Work task
Looking at the listing below, how many lines include "中山田家新線"? Answer with the number only.

Available records
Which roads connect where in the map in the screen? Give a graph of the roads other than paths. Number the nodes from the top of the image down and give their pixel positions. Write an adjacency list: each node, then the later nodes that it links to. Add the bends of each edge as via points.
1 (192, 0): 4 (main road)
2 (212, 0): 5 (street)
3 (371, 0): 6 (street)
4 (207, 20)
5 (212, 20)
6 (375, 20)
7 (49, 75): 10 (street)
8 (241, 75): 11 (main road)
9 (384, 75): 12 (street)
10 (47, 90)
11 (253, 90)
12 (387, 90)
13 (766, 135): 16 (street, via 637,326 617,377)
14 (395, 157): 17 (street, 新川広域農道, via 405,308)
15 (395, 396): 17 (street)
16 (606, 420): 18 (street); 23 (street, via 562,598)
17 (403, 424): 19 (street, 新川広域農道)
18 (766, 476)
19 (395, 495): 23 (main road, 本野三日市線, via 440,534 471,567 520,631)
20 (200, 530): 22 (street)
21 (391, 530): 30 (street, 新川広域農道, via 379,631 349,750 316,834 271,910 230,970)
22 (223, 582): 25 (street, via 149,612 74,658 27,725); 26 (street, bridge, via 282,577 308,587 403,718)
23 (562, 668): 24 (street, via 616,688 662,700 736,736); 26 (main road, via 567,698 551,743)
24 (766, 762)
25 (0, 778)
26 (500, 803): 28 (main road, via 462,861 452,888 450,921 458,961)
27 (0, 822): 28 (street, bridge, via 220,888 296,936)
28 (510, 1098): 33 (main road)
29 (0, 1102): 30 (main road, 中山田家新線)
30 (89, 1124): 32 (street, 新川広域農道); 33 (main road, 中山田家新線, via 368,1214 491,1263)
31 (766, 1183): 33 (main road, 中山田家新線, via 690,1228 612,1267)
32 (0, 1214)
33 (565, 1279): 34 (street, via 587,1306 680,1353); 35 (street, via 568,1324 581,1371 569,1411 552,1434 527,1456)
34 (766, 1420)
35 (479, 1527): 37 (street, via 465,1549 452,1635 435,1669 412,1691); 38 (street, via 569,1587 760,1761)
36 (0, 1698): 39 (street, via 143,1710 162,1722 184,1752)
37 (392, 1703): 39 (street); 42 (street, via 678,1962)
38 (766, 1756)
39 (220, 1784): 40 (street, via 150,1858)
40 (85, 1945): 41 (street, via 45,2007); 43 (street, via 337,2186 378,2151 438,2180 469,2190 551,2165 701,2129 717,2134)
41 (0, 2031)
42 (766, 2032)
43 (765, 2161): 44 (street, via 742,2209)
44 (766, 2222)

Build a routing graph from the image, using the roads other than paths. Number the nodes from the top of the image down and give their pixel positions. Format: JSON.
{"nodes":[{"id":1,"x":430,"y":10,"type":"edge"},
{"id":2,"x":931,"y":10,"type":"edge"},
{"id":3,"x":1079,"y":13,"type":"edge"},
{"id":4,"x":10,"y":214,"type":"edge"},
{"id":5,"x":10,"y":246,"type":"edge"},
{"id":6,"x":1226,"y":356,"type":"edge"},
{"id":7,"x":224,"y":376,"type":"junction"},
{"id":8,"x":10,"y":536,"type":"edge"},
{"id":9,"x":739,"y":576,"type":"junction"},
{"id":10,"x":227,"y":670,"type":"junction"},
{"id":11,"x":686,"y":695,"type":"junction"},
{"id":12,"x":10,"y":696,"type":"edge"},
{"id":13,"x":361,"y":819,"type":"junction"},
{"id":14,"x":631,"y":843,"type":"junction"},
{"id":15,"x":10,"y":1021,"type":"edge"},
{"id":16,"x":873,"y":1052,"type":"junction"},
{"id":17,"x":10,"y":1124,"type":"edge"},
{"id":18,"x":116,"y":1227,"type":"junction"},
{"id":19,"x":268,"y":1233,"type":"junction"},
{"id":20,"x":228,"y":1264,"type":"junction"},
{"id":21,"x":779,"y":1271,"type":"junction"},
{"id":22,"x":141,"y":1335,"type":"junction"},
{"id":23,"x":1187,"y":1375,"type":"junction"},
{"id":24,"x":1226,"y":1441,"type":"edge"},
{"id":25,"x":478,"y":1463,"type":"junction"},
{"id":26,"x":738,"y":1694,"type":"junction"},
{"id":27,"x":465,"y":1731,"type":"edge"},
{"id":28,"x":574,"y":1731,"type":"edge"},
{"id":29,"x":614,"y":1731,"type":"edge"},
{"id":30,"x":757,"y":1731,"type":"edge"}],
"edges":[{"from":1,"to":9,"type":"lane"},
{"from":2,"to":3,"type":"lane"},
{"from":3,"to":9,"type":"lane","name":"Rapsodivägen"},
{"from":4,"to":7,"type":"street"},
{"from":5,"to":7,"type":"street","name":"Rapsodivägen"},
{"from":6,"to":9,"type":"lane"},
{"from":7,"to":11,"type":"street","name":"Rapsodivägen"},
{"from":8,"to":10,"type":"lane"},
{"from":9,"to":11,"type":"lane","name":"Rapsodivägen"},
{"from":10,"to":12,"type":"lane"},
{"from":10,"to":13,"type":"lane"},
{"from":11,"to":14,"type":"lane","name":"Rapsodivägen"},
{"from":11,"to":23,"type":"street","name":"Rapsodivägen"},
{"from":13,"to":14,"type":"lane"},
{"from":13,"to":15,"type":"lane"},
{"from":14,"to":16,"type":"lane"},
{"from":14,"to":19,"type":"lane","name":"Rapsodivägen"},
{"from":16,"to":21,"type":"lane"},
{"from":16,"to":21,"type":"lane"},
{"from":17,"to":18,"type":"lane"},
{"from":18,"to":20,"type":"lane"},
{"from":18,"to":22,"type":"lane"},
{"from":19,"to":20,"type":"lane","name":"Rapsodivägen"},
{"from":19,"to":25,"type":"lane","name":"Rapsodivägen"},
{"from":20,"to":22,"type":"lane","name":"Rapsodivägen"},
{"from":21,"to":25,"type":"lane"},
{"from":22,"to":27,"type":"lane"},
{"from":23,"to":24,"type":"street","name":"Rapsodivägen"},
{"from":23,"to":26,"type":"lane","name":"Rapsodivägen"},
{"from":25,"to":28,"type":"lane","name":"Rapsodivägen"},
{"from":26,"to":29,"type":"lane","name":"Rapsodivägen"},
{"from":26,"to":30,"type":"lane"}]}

Problem solution
3